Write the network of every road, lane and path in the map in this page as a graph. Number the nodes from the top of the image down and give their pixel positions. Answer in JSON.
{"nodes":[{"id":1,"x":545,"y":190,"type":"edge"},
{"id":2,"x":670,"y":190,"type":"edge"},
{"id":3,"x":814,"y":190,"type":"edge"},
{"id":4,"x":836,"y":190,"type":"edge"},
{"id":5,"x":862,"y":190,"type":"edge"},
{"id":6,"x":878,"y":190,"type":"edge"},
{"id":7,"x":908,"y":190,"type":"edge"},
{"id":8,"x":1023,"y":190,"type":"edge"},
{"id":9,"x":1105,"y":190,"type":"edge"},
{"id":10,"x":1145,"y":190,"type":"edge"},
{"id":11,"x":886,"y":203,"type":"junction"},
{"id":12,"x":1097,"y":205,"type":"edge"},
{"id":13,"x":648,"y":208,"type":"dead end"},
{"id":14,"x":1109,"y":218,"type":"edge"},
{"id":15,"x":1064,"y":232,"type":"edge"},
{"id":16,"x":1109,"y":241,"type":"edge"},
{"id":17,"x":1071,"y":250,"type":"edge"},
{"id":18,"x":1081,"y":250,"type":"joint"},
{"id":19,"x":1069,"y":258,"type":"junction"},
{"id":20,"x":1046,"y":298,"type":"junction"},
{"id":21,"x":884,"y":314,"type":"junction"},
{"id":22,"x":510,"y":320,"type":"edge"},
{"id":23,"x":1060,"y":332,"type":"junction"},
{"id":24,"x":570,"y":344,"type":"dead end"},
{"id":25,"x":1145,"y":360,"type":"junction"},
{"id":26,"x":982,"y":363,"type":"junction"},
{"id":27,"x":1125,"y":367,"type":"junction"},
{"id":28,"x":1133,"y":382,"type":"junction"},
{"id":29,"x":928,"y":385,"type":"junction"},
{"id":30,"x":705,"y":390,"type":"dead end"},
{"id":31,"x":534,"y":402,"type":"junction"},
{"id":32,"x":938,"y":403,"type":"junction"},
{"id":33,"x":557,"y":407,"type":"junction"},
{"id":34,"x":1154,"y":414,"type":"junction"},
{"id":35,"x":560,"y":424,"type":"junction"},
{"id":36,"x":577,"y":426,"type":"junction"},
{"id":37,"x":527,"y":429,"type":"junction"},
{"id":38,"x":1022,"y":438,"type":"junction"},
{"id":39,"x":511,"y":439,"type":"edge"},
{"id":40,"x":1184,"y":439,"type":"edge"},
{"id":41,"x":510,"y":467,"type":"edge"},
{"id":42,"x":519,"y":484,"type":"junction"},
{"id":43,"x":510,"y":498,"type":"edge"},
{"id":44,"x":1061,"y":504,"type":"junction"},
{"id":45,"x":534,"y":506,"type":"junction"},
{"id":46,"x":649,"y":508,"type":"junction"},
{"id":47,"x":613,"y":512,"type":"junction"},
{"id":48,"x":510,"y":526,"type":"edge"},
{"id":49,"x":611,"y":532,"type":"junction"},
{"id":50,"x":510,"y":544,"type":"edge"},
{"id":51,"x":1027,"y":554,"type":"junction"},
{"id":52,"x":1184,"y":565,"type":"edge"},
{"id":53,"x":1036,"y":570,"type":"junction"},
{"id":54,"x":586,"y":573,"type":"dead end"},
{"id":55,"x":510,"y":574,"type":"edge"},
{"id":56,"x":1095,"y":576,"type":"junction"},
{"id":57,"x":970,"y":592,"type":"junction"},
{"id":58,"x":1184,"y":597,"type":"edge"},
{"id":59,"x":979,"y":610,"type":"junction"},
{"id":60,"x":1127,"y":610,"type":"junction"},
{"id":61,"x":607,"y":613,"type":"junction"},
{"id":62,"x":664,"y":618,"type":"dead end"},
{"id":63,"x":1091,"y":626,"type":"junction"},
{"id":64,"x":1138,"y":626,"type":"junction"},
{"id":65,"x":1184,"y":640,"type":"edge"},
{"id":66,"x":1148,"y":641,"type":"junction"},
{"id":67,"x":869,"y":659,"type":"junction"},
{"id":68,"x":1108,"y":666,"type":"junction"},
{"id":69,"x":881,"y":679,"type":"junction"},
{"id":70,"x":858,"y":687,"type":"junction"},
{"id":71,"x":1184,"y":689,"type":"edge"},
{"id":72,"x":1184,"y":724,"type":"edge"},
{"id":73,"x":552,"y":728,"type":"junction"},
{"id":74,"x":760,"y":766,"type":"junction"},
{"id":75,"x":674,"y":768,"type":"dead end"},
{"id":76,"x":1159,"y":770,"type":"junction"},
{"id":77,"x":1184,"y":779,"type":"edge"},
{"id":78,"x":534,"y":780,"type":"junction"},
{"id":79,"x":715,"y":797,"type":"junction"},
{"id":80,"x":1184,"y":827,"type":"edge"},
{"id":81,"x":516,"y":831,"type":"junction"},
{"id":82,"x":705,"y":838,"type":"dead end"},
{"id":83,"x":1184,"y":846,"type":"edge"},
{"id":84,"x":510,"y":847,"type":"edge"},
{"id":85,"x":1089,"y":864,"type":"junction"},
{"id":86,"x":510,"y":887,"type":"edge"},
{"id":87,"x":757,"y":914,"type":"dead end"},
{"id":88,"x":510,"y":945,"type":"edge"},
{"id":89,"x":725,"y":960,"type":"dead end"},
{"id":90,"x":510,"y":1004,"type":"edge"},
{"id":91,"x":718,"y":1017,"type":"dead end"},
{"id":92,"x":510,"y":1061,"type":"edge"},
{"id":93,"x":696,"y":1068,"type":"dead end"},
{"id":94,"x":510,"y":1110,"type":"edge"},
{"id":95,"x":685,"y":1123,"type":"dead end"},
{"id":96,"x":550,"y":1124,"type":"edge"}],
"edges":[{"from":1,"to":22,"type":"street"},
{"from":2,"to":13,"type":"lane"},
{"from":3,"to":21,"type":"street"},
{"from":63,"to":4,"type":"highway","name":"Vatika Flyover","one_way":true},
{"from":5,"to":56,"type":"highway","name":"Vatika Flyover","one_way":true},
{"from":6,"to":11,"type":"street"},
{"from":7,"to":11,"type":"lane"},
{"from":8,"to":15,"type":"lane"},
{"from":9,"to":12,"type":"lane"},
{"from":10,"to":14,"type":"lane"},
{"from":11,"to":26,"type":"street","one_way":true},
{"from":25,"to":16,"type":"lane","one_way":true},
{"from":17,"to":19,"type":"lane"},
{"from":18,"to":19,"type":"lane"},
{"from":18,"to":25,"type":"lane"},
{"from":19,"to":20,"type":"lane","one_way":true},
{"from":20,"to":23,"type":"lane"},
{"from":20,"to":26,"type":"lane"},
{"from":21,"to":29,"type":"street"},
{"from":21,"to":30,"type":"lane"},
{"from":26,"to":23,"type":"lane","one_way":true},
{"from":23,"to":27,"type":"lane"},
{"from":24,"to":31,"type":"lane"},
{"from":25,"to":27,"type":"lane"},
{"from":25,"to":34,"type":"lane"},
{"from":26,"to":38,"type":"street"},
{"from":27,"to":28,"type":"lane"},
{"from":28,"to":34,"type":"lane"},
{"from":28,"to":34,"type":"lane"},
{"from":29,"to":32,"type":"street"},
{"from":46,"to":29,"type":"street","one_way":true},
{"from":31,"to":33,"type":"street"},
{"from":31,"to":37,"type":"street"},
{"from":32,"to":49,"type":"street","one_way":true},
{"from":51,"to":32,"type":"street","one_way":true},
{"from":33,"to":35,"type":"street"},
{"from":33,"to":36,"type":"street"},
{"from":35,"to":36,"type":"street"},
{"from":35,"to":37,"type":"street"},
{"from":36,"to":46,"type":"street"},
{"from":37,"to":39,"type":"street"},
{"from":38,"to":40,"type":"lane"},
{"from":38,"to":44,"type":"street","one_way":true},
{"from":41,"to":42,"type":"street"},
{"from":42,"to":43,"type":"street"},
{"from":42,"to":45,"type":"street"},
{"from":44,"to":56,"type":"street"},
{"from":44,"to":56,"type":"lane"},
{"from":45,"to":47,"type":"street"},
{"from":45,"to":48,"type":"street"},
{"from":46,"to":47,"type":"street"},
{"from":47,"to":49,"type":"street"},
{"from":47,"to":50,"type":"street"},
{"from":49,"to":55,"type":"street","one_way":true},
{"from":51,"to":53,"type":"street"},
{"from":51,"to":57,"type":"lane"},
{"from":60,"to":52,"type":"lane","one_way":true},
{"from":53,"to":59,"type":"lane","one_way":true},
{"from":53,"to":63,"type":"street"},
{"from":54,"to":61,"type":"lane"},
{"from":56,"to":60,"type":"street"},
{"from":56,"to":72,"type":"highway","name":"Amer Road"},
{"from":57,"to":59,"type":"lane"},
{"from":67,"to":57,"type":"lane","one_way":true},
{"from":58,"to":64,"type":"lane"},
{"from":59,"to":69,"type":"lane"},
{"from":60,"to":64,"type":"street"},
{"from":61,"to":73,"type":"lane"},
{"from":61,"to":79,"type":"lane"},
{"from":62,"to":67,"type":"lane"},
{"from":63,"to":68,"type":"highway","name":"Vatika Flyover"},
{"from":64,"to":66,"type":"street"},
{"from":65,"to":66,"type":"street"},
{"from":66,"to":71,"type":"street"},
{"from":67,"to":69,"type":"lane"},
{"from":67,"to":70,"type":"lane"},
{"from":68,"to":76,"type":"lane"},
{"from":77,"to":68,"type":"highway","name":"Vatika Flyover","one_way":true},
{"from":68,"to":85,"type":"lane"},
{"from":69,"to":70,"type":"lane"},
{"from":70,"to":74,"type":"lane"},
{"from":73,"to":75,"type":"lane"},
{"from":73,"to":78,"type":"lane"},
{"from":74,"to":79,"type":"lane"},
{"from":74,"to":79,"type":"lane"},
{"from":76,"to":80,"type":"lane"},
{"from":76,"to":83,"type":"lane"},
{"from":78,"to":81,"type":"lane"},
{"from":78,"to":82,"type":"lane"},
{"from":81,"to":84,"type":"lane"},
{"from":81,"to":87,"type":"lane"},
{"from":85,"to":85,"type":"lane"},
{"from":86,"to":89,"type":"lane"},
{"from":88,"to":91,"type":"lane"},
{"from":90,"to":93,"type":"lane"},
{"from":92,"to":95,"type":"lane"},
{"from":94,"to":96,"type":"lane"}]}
--------------------
▸ **What you need to do**:
Find the lines above that hold "nodes", then copy each of them.

▸ **Written answer**:
Write the network of every road, lane and path in the map in this page as a graph. Number the nodes from the top of the image down and give their pixel positions. Answer in JSON.
{"nodes":[{"id":1,"x":545,"y":190,"type":"edge"},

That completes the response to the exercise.